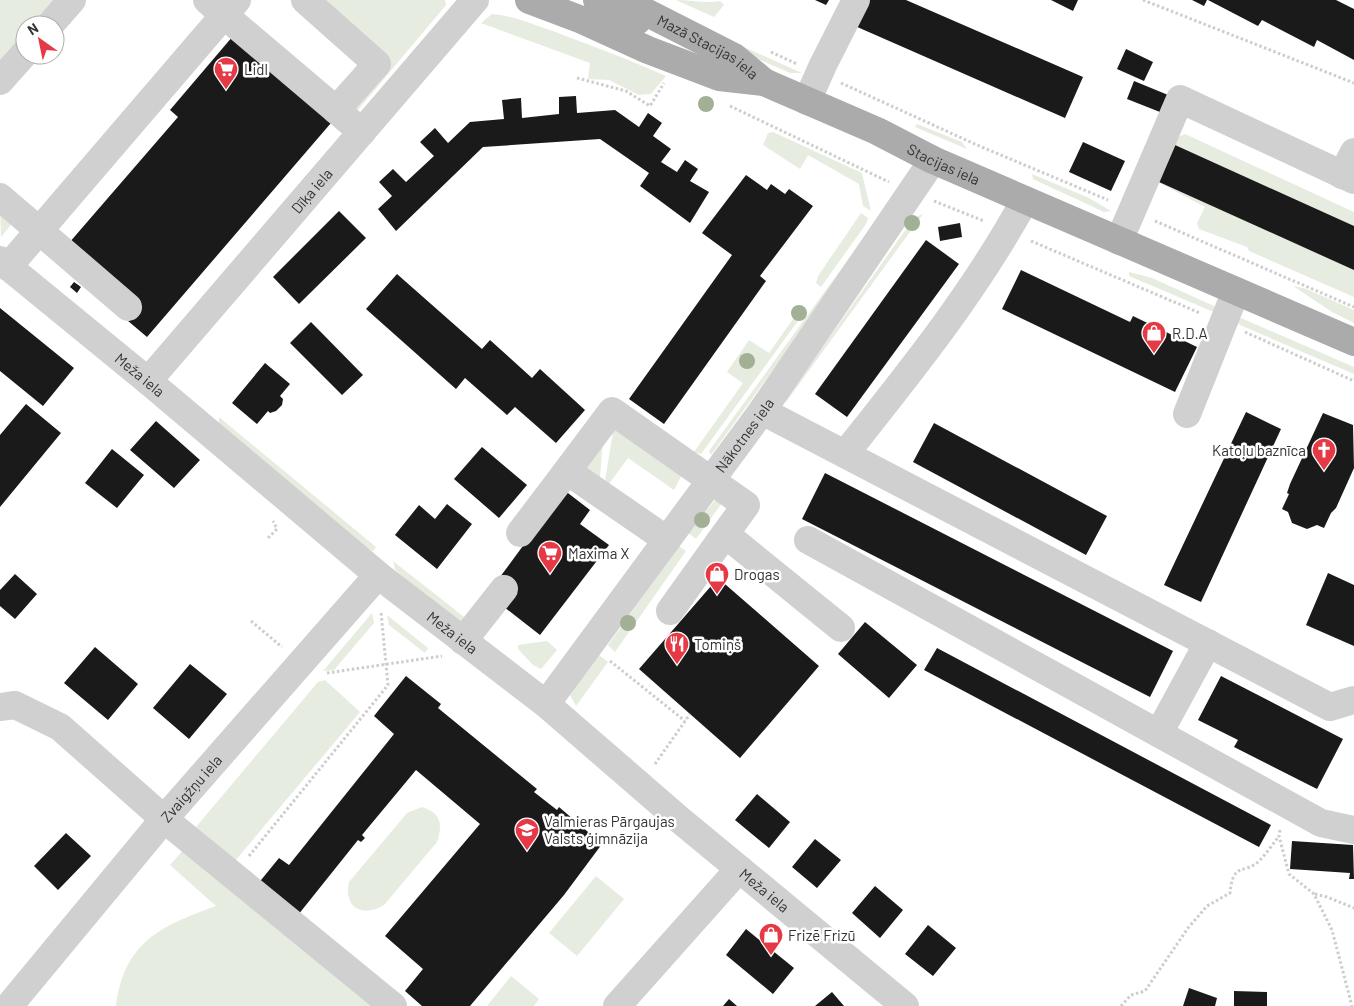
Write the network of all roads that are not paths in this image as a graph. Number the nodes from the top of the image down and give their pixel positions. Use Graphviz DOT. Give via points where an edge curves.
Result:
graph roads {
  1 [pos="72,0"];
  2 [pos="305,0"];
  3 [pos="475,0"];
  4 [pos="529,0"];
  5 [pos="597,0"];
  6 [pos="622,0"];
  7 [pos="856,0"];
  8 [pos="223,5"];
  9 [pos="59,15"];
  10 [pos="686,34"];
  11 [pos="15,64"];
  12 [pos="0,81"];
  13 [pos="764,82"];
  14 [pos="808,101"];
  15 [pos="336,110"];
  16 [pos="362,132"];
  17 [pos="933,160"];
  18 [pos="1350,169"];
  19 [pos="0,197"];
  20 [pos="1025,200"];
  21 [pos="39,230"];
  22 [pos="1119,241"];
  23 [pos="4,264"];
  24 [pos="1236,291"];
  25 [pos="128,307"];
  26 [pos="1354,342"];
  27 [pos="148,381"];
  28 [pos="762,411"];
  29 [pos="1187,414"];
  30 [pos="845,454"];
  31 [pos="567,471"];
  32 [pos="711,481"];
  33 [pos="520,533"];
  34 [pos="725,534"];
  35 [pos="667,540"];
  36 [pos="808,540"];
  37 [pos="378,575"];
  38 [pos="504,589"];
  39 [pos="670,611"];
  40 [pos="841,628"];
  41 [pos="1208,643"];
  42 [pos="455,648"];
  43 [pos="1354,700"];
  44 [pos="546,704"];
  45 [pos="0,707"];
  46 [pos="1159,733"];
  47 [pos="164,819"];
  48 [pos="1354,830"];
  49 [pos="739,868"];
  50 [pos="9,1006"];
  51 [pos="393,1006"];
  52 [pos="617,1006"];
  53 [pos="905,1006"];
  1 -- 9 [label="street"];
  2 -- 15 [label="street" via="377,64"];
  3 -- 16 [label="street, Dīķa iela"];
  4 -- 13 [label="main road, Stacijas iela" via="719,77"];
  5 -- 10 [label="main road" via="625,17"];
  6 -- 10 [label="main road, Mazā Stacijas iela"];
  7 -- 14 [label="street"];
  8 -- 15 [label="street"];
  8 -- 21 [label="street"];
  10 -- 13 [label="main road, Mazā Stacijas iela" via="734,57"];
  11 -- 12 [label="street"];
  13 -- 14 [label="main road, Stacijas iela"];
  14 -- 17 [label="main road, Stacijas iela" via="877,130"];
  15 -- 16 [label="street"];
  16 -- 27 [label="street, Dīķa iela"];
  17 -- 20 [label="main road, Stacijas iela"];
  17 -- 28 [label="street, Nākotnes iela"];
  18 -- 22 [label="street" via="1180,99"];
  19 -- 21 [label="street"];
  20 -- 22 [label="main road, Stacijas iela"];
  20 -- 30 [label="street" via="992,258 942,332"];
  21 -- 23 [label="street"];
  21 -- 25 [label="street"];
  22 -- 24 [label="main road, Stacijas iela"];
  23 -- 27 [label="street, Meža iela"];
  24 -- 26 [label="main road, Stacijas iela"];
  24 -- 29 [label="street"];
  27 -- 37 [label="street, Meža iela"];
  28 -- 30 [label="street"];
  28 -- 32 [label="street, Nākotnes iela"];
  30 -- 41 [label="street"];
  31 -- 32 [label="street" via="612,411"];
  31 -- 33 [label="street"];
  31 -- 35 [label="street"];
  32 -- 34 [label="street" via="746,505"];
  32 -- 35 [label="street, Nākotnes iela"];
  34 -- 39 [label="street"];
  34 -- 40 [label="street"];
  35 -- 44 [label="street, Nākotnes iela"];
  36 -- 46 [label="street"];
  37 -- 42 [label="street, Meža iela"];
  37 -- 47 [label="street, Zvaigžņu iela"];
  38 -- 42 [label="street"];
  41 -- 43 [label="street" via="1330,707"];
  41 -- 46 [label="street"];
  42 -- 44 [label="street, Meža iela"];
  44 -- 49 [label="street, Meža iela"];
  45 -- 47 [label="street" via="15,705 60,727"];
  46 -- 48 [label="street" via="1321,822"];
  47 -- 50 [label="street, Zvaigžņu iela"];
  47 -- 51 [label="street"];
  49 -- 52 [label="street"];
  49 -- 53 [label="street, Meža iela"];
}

# # # # #

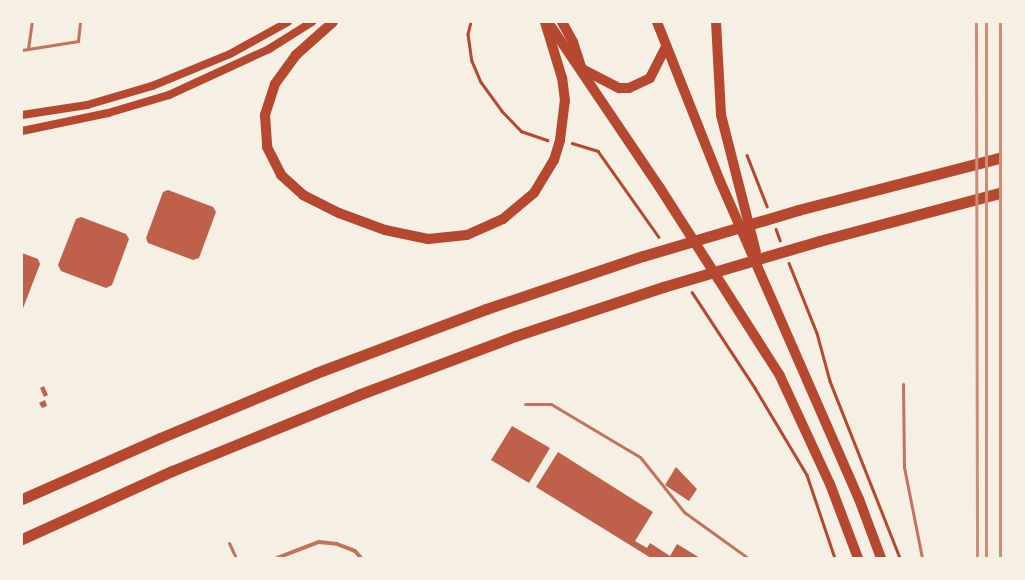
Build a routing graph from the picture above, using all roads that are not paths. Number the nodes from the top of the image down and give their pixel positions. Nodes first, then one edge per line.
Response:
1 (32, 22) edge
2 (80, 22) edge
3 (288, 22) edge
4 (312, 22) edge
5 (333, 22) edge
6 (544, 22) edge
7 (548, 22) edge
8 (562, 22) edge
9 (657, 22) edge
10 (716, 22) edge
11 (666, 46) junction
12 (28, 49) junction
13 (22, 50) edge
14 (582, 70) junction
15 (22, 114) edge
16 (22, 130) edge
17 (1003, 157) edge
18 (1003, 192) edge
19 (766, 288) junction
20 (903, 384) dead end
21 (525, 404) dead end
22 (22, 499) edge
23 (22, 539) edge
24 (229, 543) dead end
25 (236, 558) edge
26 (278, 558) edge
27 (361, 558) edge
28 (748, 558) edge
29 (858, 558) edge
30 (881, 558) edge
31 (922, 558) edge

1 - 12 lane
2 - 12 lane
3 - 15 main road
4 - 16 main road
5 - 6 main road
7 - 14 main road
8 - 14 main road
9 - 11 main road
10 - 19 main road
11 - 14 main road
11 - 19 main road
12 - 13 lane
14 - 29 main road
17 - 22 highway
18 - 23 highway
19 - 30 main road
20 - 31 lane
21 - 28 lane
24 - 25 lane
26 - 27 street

# # # # #

- _ACTIVITY_:
From the listing above, copy out each line where the word "paths" appears.

- _WRITTEN SOLUTION_:
Write the network of all roads that are not paths in this image as a graph. Number the nodes from the top of the image down and give their pixel positions. Use Graphviz DOT. Give via points where an edge curves.
Build a routing graph from the picture above, using all roads that are not paths. Number the nodes from the top of the image down and give their pixel positions. Nodes first, then one edge per line.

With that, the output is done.